Quote Originally Posted by lkdhf qkb View Post
Interesting. I agree that the responsability for understanding his reasons to believe weights on the believer. But isn't the real issue with most believers, whether they have understood their beliefs or not, that they can't step out of their own beliefs? Shouldn't it be a bigger responsabilty for believers to try to thouroughly understand why others believe what they do? Otherwise, a beliver turns into his shadow; an ignorer. An ignorer has turned away from truth to dedicate himself wholly to his fetish; his knowledge is dead, and his truth is just some videotape he plays over and over in his mind. Real enlightenment has then just turned into some light at the end of the tunnel; paradise is for the dead.
Well, this begs the question of to whom, or to what, it is one's responsibility to step outside of a belief. I think that reason is the servant of the passions, and that all truths beneath me, not above me, are to my liking. All of my truth-seeking is done in service of my will to life; if a truth refutes my will to life, I should oppose it. The idea of "The Truth" (capital T) is itself a bit of a phantom; that Truth is a good-in-itself, that the good in pursuing it at all costs must be self-evident, and not conditional; and that, even if the Truth ever could refute one's will to life, one should be willing to relinquish everything in its service.

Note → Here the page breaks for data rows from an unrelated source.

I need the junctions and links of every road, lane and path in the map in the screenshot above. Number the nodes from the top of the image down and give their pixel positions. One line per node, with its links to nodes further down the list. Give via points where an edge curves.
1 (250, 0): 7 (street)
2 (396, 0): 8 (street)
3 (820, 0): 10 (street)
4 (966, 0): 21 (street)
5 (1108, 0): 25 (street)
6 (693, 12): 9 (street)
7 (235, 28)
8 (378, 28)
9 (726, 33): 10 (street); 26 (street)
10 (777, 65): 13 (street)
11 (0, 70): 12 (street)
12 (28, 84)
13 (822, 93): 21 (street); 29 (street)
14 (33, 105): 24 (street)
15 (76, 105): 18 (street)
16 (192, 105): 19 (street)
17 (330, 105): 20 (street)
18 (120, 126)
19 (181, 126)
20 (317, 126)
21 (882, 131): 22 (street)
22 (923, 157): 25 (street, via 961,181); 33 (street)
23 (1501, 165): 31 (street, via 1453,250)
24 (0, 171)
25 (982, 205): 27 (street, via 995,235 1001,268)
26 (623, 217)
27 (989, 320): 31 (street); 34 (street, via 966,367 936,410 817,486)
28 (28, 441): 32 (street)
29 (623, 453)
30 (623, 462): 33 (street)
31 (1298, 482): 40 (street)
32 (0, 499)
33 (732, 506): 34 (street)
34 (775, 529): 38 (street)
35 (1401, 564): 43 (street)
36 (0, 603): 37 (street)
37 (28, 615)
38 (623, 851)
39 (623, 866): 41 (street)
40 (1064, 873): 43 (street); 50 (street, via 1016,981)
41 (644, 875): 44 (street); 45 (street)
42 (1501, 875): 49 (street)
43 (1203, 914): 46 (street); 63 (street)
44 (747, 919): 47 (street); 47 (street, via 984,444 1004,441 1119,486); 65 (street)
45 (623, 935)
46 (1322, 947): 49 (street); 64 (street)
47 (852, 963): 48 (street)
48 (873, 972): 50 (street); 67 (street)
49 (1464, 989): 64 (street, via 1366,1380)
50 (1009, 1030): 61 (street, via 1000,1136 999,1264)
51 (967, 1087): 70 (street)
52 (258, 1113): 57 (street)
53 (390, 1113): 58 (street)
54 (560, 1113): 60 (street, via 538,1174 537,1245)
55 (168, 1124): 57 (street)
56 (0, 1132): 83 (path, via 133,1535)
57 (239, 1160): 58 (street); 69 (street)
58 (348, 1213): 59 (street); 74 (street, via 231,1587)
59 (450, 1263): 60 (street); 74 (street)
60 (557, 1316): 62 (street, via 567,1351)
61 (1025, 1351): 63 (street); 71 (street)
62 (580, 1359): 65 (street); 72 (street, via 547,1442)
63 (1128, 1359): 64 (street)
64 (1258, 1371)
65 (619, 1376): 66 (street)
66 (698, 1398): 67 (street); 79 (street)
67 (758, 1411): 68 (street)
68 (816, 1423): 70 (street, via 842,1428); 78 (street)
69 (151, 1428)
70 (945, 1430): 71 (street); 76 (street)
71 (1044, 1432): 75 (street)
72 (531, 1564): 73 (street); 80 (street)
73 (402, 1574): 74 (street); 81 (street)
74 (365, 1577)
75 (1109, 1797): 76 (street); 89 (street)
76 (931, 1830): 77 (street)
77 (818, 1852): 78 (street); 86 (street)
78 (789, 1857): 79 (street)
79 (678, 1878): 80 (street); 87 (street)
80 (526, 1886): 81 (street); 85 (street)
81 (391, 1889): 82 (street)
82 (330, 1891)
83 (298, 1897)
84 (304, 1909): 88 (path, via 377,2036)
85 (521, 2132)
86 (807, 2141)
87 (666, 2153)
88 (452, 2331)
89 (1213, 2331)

But I will make no such sacrifice for the selfish god of Truth! Nothing is above my will to life! If this selfish god, this "greater good," draws blood of any of its own children, then it proves that nature is indeed wrought in strife! And if all is wrought in strife, then let me be the cruelest. For as long as any power in the world dares impinge upon my will to life, then let my own Power be the highest good in all the world!


But, you may ask, is nature truly wrought in strife? You may ask, is not the notion of life as a War of All Against All a construct of the power-hungry in order to cement their rule? And, were their rule dismantled, would not a more cooperative and less competitive field be left in their wake? I think the question itself betrays lines the asker has already drawn in the sand. For who are the "power-hungry," and how were they able to convince us that life is a war of all against all, if it was them who did such? How did they herd us all into an arena, if that is where we are? Was it a one-time anomaly that the most sociopathic of people once and forever ascended to the highest echelons, persisted their power for eternity, and from there, created all the strife of Modernity? I wouldn't think. Such a one-off malicious omnipotence, leaching out into everything that has a name, is almost equivalent to an actual Devil, a fantastical thought. And, I wouldn't accept that probability would allow this error to happen only once and never again, as if any revolution could correct it for all time. Why should this single event in human history be framed as artificial, but all the others accepted as emergent?
I think the rise of the cruelest people to high places was an emergent phenomenon. Easily repeated, if disrupted. Bound to have happened in the past timeline. Even given that the "War of All Against All" is truly a spook conditioned onto us by the mighty, the inevitability of their rule would mean we would all be conditioned into this mentality at one point or another. Which, in a sense, demonstrates the War of All Against All as a true principle.

The common rebuttal to this is that humans have collective agency, by which we've altered the cruel forces of nature in past times, and mayhaps may alter ourselves out of our own cruelty. I doubt this. Modern humans have diverted a few rivers, but the rivers we end up diverting depends upon where we spawned, which depends upon where the rivers were to begin with. Our ability to alter the map depends upon the starting state of the map. People neglect that the scale and complexity of the present world is needed to keep the machinery running, but this complexity makes individuals mostly powerless to move us towards more sustainable paradigms, let alone the impossibility of collective organization.

Any fine-tuning of the system for greater efficiency that does not come from the system itself is dead-end fantasy. So no, I would say the human race does not have real agency. Our own success will continue to undermine the foundations that allow us to exist. The philosophy of Modernism, the power of human greatness to improve upon the world in which we live, was a blind alley.
So there is no Enlightenment. "Enlightenment" began when we started injecting religious fervor into scientific progress. But nothing guarantees that progress can endure forever. In the end, all that matters is to become the slaver and not the enslaved, just as the ancients did. Thus then, thus now.


If the world's a shark tank, let me be biggest.